From the point of view of employee income, in view of the health care purpose of the service, full exclusion from the employee’s taxable income was recognized pursuant to article 51, paragraph 2, letter f), of Presidential Decree 917/1986 (Consolidated Income Tax Act).


On the VAT side, on the other hand, the deductibility of the employer’s costs incurred for the service was ruled out, based on two rulings by the Court of Justice of the EU:


  • The first linked to the absence of a “direct and immediate link” between the purchase of the service and a specific transaction, on the basis of which, therefore, the VAT on this purchase cannot be deductible since the provision of the service free of charge would constitute an operation excluded from the scope of application of the tax pursuant to article 3, paragraph 3, of the VAT Decree (Presidential Decree 633/72);
  • The second, given the costs incurred by the company cannot be included among the overheads and therefore cannot be considered as constituent elements of the final price of the downstream transactions (sale of goods or provision of services) carried out in the course of the economic activity carried out by the employer.

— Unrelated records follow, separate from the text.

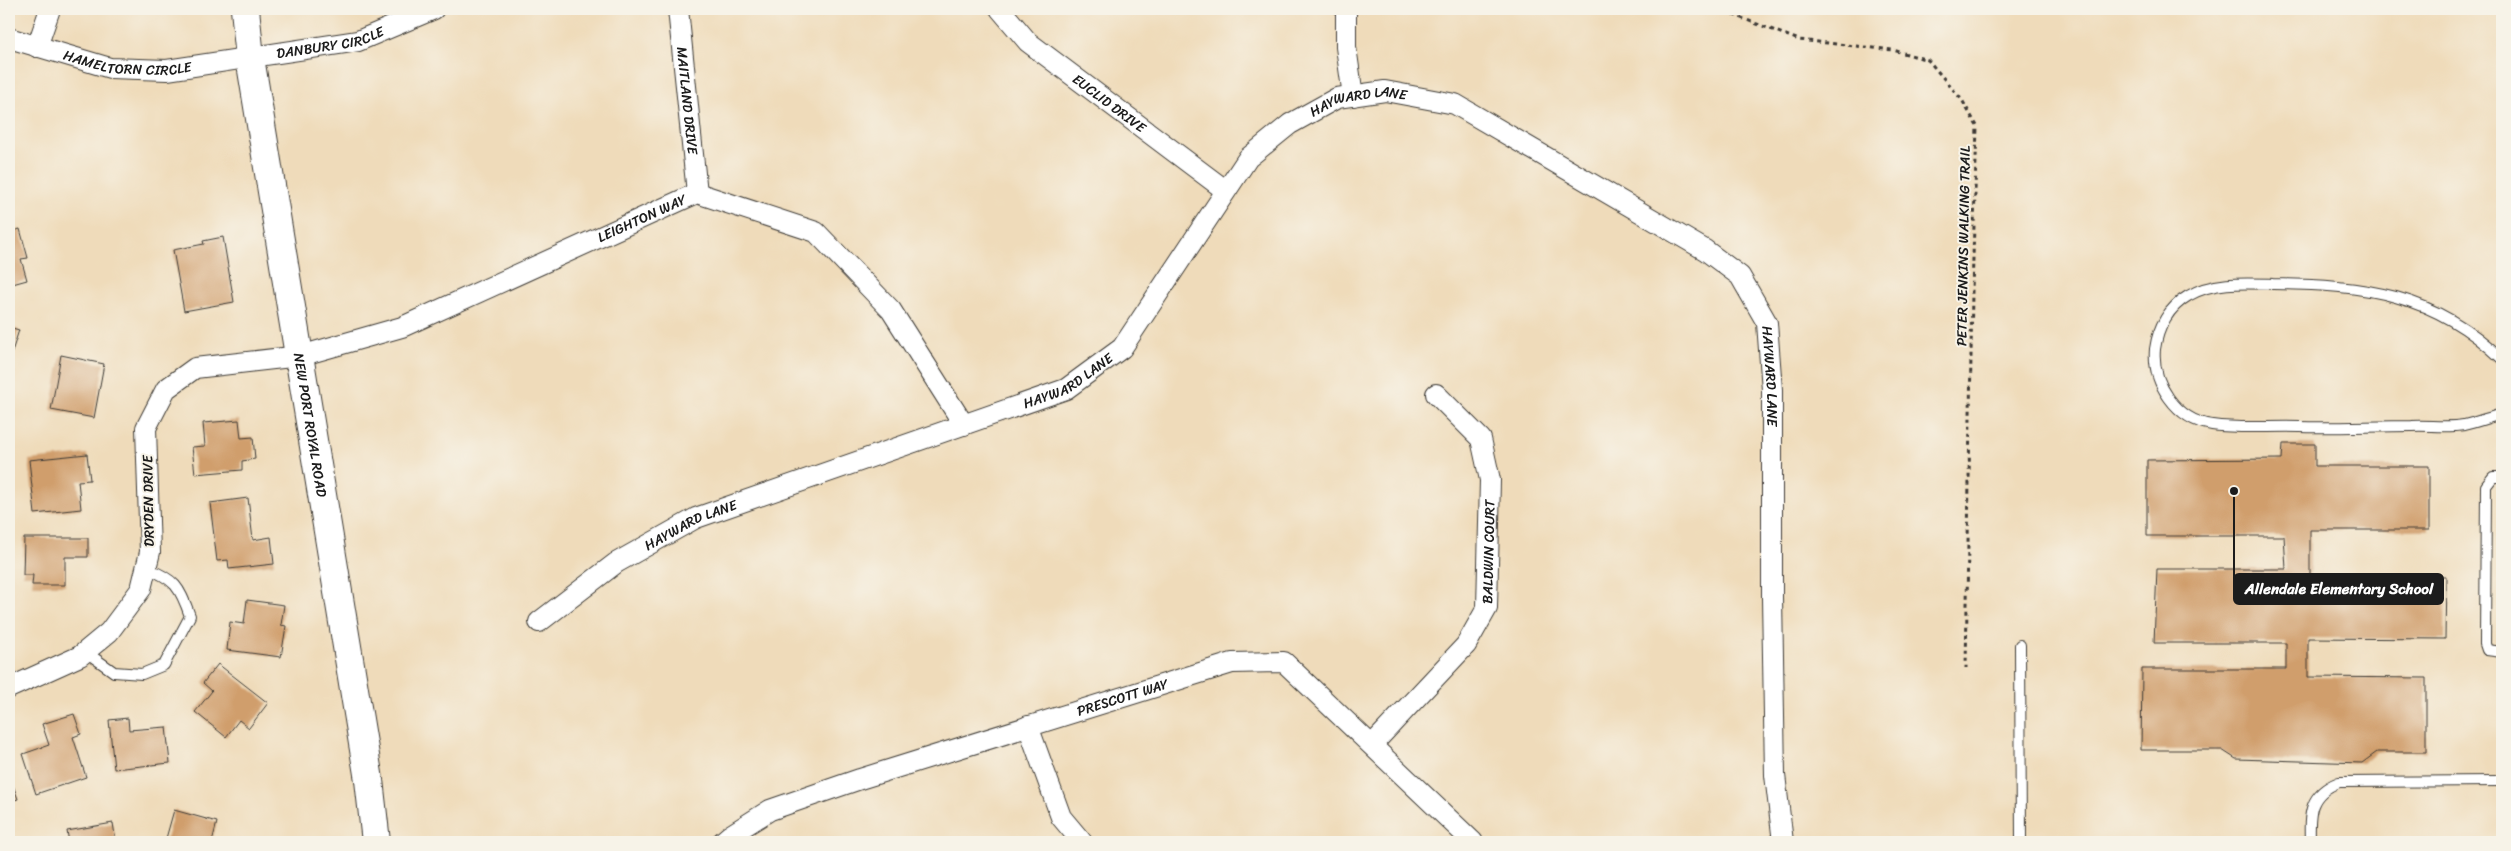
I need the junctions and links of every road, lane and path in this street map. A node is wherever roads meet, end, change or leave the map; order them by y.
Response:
1 (50, 9) edge
2 (245, 9) edge
3 (434, 9) edge
4 (678, 9) edge
5 (1000, 9) edge
6 (1346, 9) edge
7 (1718, 9) edge
8 (9, 38) edge
9 (37, 47) junction
10 (250, 58) junction
11 (1353, 96) junction
12 (1225, 190) junction
13 (697, 193) junction
14 (300, 356) junction
15 (2502, 359) edge
16 (1436, 394) dead end
17 (2502, 414) edge
18 (964, 425) junction
19 (2502, 476) edge
20 (146, 568) junction
21 (539, 622) dead end
22 (2020, 645) dead end
23 (86, 652) junction
24 (2502, 652) edge
25 (1966, 668) dead end
26 (9, 688) edge
27 (1028, 726) junction
28 (1372, 745) junction
29 (2502, 781) edge
30 (376, 842) edge
31 (722, 842) edge
32 (1082, 842) edge
33 (1473, 842) edge
34 (1783, 842) edge
35 (2021, 842) edge
36 (2310, 842) edge

1 - 9 street
2 - 10 street, NEW PORT ROYAL ROAD
3 - 10 street, DANBURY CIRCLE
4 - 13 street, MAITLAND DRIVE
5 - 12 street, EUCLID DRIVE
6 - 11 street
7 - 25 path, PETER JENKINS WALKING TRAIL
8 - 9 street, HAMELTORN CIRCLE
9 - 10 street, HAMELTORN CIRCLE
10 - 14 street, NEW PORT ROYAL ROAD
11 - 12 street, HAYWARD LANE
11 - 34 street, HAYWARD LANE
12 - 18 street, HAYWARD LANE
13 - 14 street, LEIGHTON WAY
13 - 18 street, LEIGHTON WAY
14 - 20 street, DRYDEN DRIVE
14 - 30 street, NEW PORT ROYAL ROAD
15 - 17 lane
16 - 28 street, BALDWIN COURT
18 - 21 street, HAYWARD LANE
19 - 24 lane
20 - 23 street, DRYDEN DRIVE
20 - 23 lane
22 - 35 lane
23 - 26 street, DRYDEN DRIVE
27 - 28 street, PRESCOTT WAY
27 - 31 street, PRESCOTT WAY
27 - 32 street
28 - 33 street, PRESCOTT WAY
29 - 36 lane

However, the interpretation of the Revenue Agency leaves important doubts, especially regarding the second point: in the jurisprudential pronouncement of the Court of Cassation, order 13/09/18, no. 22332, it was in fact recognized the right to deduct VAT for the purchase of services as part of a corporate welfare program for employees (summer stay children of employees, training also staff of employees of other group companies and transportation of staff), and also the same Agency has in the past recognized the deductibility of VAT on costs for welfare services, considered as costs in any case incidental and inherent to the needs of the company, so it is not clear why it cannot be recognized the deductibility of VAT for health care granted to employees.


It is therefore necessary an immediate response from the Revenue Agency to these important doubts, for the benefit of both providers of welfare services and businesses.